Darknet Bitcoin Mixer Laundered 300 Million

On August 18, an Ohio resident pleaded guilty to money laundering conspiracy charges arising from the operation of a Darknet bitcoin mixing service between 2014 and 2017, as the case’s judge recognized bitcoin to be a store of value and a medium of exchange. The court is yet to determine Larry Dean Harmon’s sentence, but he faces a maximum penalty of 20 years in prison and a hefty fine. Harmon also agreed to forfeit 4,400 BTC, currently valued at over $200 million.


On previous hearings, Harmon tried to make the case that since bitcoin is not money per D.C. law, he couldn’t be found guilty of the money laundering charges. However, Chief U.S. District Judge Beryl A. Howell rejected his reasoning, saying that bitcoin does perform the function of money.

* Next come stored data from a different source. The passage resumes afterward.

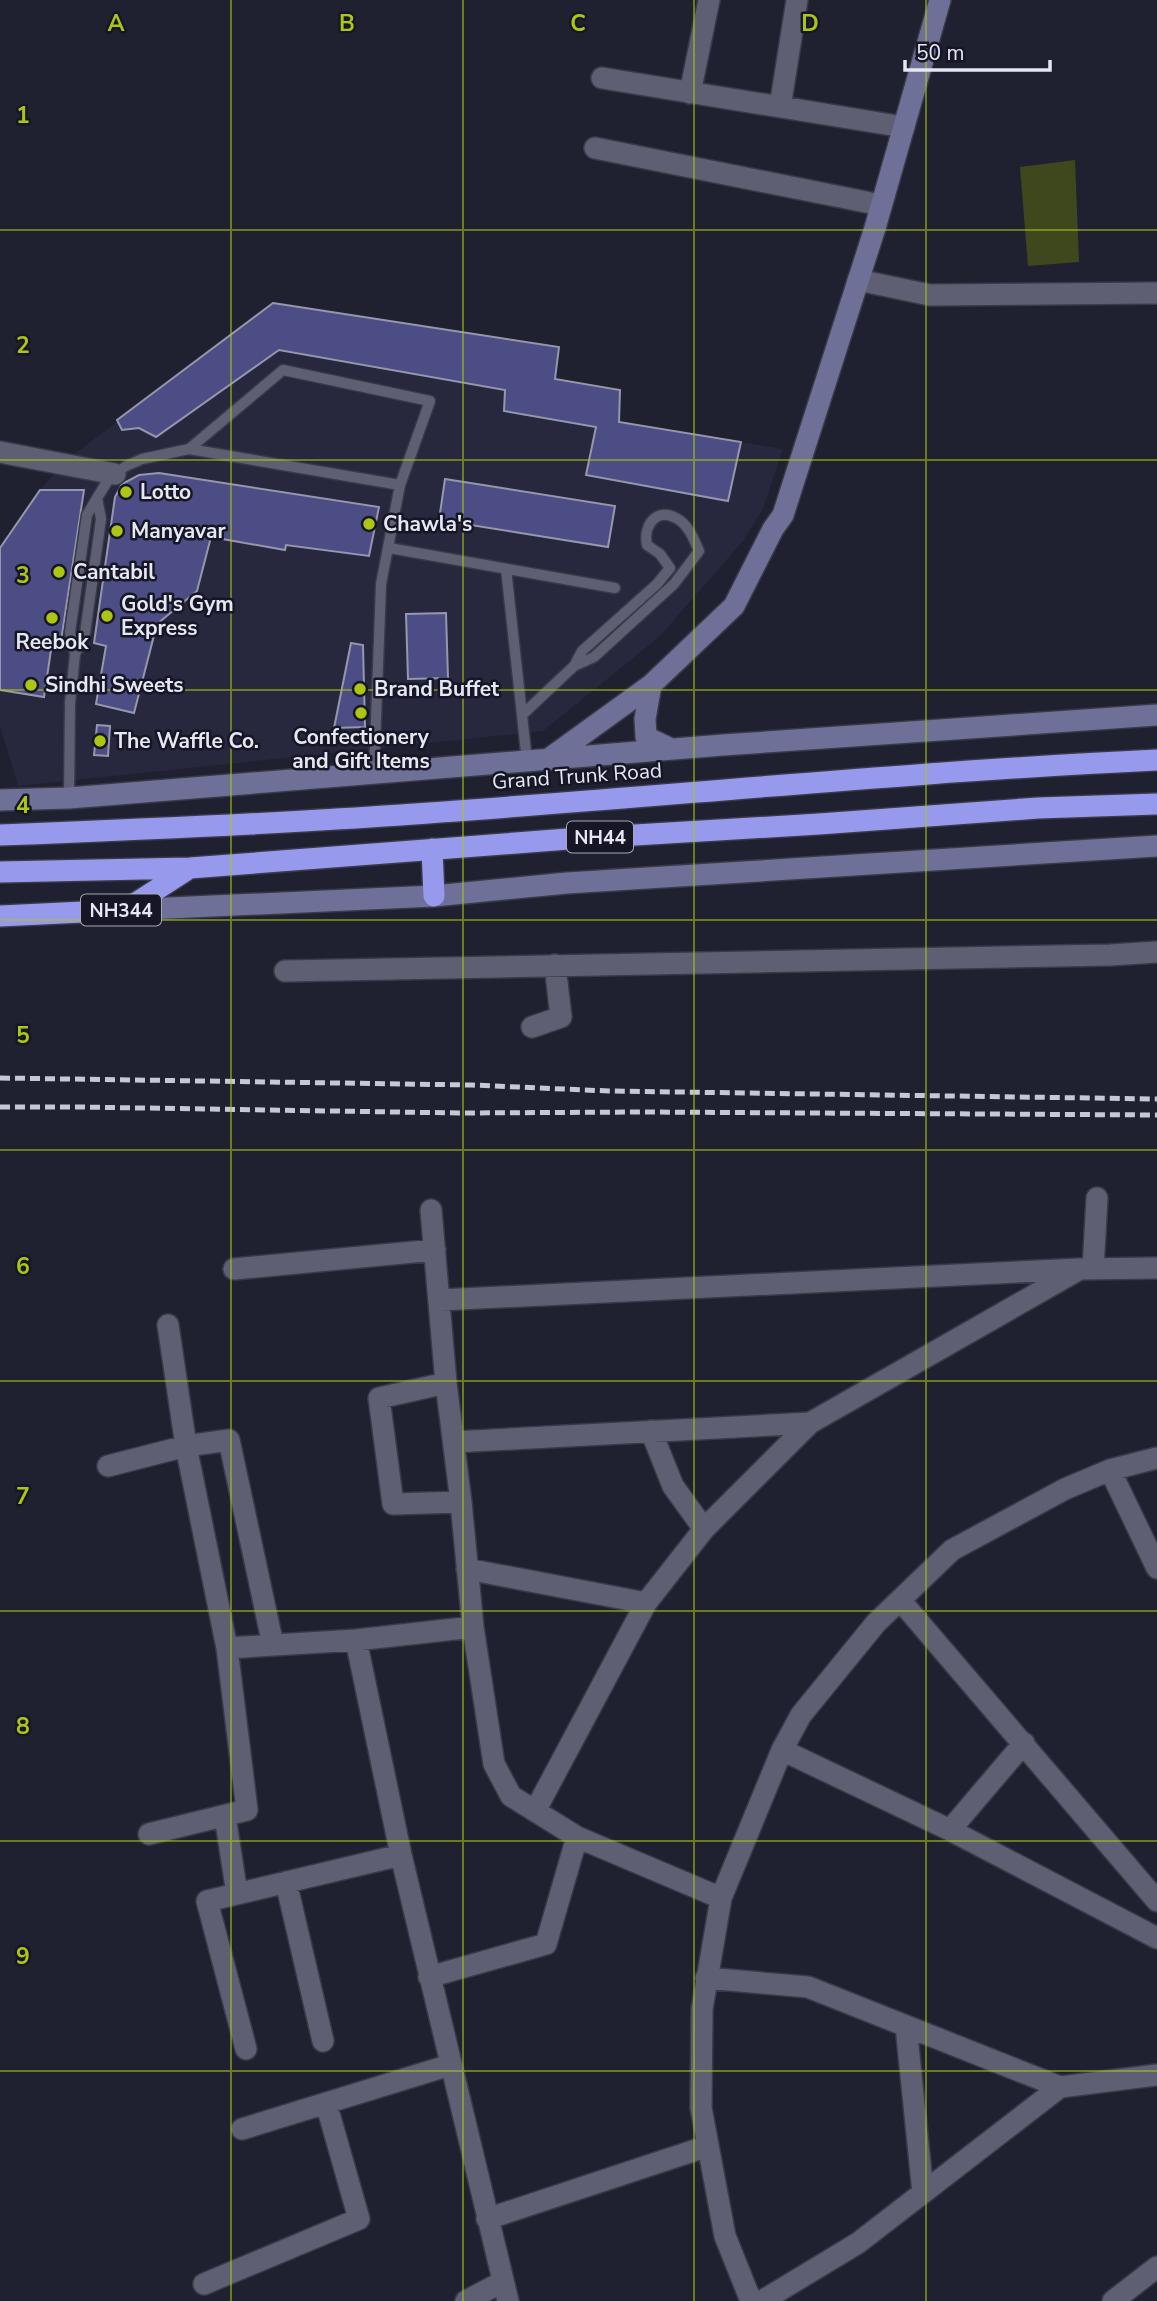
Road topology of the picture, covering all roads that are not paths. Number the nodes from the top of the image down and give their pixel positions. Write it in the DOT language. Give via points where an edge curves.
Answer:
graph roads {
  1 [pos="709,0"];
  2 [pos="797,0"];
  3 [pos="940,0"];
  4 [pos="602,78"];
  5 [pos="690,93"];
  6 [pos="780,107"];
  7 [pos="904,127"];
  8 [pos="595,148"];
  9 [pos="881,205"];
  10 [pos="858,280"];
  11 [pos="1157,293"];
  12 [pos="189,449"];
  13 [pos="0,452"];
  14 [pos="115,474"];
  15 [pos="400,485"];
  16 [pos="389,548"];
  17 [pos="506,569"];
  18 [pos="615,588"];
  19 [pos="574,666"];
  20 [pos="650,685"];
  21 [pos="522,715"];
  22 [pos="1157,715"];
  23 [pos="671,749"];
  24 [pos="537,760"];
  25 [pos="1157,760"];
  26 [pos="374,774"];
  27 [pos="60,798"];
  28 [pos="0,800"];
  29 [pos="1157,804"];
  30 [pos="0,835"];
  31 [pos="1157,846"];
  32 [pos="432,849"];
  33 [pos="190,868"];
  34 [pos="0,872"];
  35 [pos="434,895"];
  36 [pos="125,910"];
  37 [pos="0,916"];
  38 [pos="1157,952"];
  39 [pos="555,964"];
  40 [pos="285,971"];
  41 [pos="532,1027"];
  42 [pos="1097,1198"];
  43 [pos="431,1210"];
  44 [pos="435,1250"];
  45 [pos="1157,1268"];
  46 [pos="234,1269"];
  47 [pos="1086,1269"];
  48 [pos="440,1300"];
  49 [pos="169,1325"];
  50 [pos="446,1383"];
  51 [pos="810,1423"];
  52 [pos="650,1431"];
  53 [pos="454,1442"];
  54 [pos="186,1446"];
  55 [pos="1157,1458"];
  56 [pos="108,1466"];
  57 [pos="1111,1470"];
  58 [pos="461,1502"];
  59 [pos="704,1529"];
  60 [pos="1157,1568"];
  61 [pos="467,1569"];
  62 [pos="900,1600"];
  63 [pos="646,1603"];
  64 [pos="473,1627"];
  65 [pos="356,1640"];
  66 [pos="273,1645"];
  67 [pos="227,1648"];
  68 [pos="1024,1744"];
  69 [pos="782,1750"];
  70 [pos="535,1811"];
  71 [pos="225,1816"];
  72 [pos="950,1830"];
  73 [pos="149,1834"];
  74 [pos="577,1837"];
  75 [pos="401,1854"];
  76 [pos="286,1882"];
  77 [pos="237,1894"];
  78 [pos="721,1898"];
  79 [pos="1157,1901"];
  80 [pos="1157,1938"];
  81 [pos="429,1977"];
  82 [pos="706,1978"];
  83 [pos="906,2026"];
  84 [pos="323,2040"];
  85 [pos="246,2049"];
  86 [pos="450,2065"];
  87 [pos="1157,2075"];
  88 [pos="1060,2087"];
  89 [pos="326,2103"];
  90 [pos="242,2129"];
  91 [pos="708,2146"];
  92 [pos="923,2193"];
  93 [pos="487,2219"];
  94 [pos="1157,2267"];
  95 [pos="204,2284"];
  96 [pos="505,2292"];
  97 [pos="466,2301"];
  98 [pos="751,2301"];
  99 [pos="762,2301"];
  100 [pos="1113,2301"];
  1 -- 5 [label="street"];
  2 -- 6 [label="street"];
  3 -- 7 [label="street"];
  4 -- 5 [label="street"];
  5 -- 6 [label="street"];
  6 -- 7 [label="street"];
  7 -- 9 [label="street"];
  8 -- 9 [label="street"];
  9 -- 10 [label="street"];
  10 -- 11 [label="street" via="930,295"];
  10 -- 20 [label="street" via="783,515 734,606"];
  12 -- 14 [label="lane" via="142,459"];
  12 -- 15 [label="lane"];
  12 -- 15 [label="lane" via="283,370 430,401"];
  13 -- 14 [label="street"];
  14 -- 27 [label="lane" via="87,515 70,632 75,654"];
  15 -- 16 [label="lane"];
  16 -- 17 [label="lane"];
  16 -- 26 [label="lane" via="381,584"];
  17 -- 18 [label="lane"];
  17 -- 21 [label="lane"];
  19 -- 19 [label="lane" via="593,657 674,584 699,551 685,524 676,517 659,515 645,533 647,545 670,568 582,650"];
  19 -- 21 [label="lane"];
  20 -- 23 [label="street" via="646,737"];
  20 -- 24 [label="street"];
  21 -- 24 [label="lane"];
  22 -- 23 [label="street"];
  23 -- 24 [label="street"];
  24 -- 26 [label="street"];
  25 -- 30 [label="highway, Grand Trunk Road / NH44" via="384,816"];
  26 -- 27 [label="street"];
  27 -- 28 [label="street"];
  29 -- 32 [label="highway, NH44"];
  31 -- 35 [label="street"];
  32 -- 33 [label="highway, NH44"];
  32 -- 35 [label="highway"];
  33 -- 34 [label="highway, NH44"];
  33 -- 36 [label="highway, NH344"];
  35 -- 36 [label="street"];
  36 -- 37 [label="highway, NH344"];
  38 -- 39 [label="street"];
  39 -- 40 [label="street"];
  39 -- 41 [label="street" via="561,1017"];
  42 -- 47 [label="street"];
  43 -- 44 [label="street"];
  44 -- 46 [label="street"];
  44 -- 48 [label="street"];
  45 -- 47 [label="street"];
  47 -- 48 [label="street"];
  47 -- 51 [label="street"];
  48 -- 50 [label="street"];
  49 -- 54 [label="street"];
  50 -- 53 [label="street"];
  50 -- 58 [label="street" via="379,1398 393,1504"];
  51 -- 52 [label="street"];
  51 -- 59 [label="street"];
  52 -- 53 [label="street"];
  52 -- 59 [label="street" via="673,1486"];
  53 -- 58 [label="street"];
  54 -- 56 [label="street"];
  54 -- 66 [label="street" via="229,1440"];
  54 -- 67 [label="street"];
  55 -- 57 [label="street"];
  57 -- 60 [label="street"];
  57 -- 62 [label="street" via="1065,1489 952,1550"];
  58 -- 61 [label="street"];
  59 -- 63 [label="street"];
  61 -- 63 [label="street"];
  61 -- 64 [label="street"];
  62 -- 68 [label="street"];
  62 -- 69 [label="street" via="801,1715"];
  63 -- 70 [label="street"];
  64 -- 65 [label="street"];
  64 -- 70 [label="street" via="494,1764 511,1796"];
  65 -- 66 [label="street"];
  65 -- 75 [label="street"];
  66 -- 67 [label="street"];
  67 -- 71 [label="street" via="247,1810"];
  68 -- 72 [label="street"];
  68 -- 79 [label="street"];
  69 -- 72 [label="street"];
  69 -- 78 [label="street"];
  70 -- 74 [label="street"];
  71 -- 73 [label="street"];
  71 -- 77 [label="street"];
  72 -- 80 [label="street"];
  74 -- 78 [label="street"];
  74 -- 81 [label="street" via="546,1944"];
  75 -- 76 [label="street"];
  75 -- 81 [label="street"];
  76 -- 77 [label="street"];
  76 -- 84 [label="street"];
  77 -- 85 [label="street" via="207,1901"];
  78 -- 82 [label="street"];
  81 -- 86 [label="street"];
  82 -- 83 [label="street" via="808,1987"];
  82 -- 91 [label="street" via="701,2108"];
  83 -- 88 [label="street"];
  83 -- 92 [label="street"];
  86 -- 89 [label="street"];
  86 -- 93 [label="street"];
  87 -- 88 [label="street"];
  88 -- 92 [label="street"];
  89 -- 90 [label="street"];
  89 -- 95 [label="street" via="359,2219"];
  91 -- 93 [label="street"];
  91 -- 98 [label="street" via="725,2236"];
  92 -- 99 [label="street" via="858,2243"];
  93 -- 96 [label="street"];
  94 -- 100 [label="street"];
  96 -- 97 [label="street"];
}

“Money,” Howell wrote, “commonly means a medium of exchange, method of payment, or store of value. Bitcoin is these things.”

The U.S. Department of Justice (DoJ) released a statement detailing Harmon’s confession that he operated Helix, the bitcoin tumbler, for three years. Custodial bitcoin tumblers work by mixing coins (UTXOs) from different sources. The service accepts your funds with the promise that it will return them after some time. The exact amount of funds is returned but with different coins to try and obfuscate the origin and owner of each coin in exchange for a fee. Harmon advertised Helix to customers on the Darknet to conceal transactions from law enforcement, the statement said.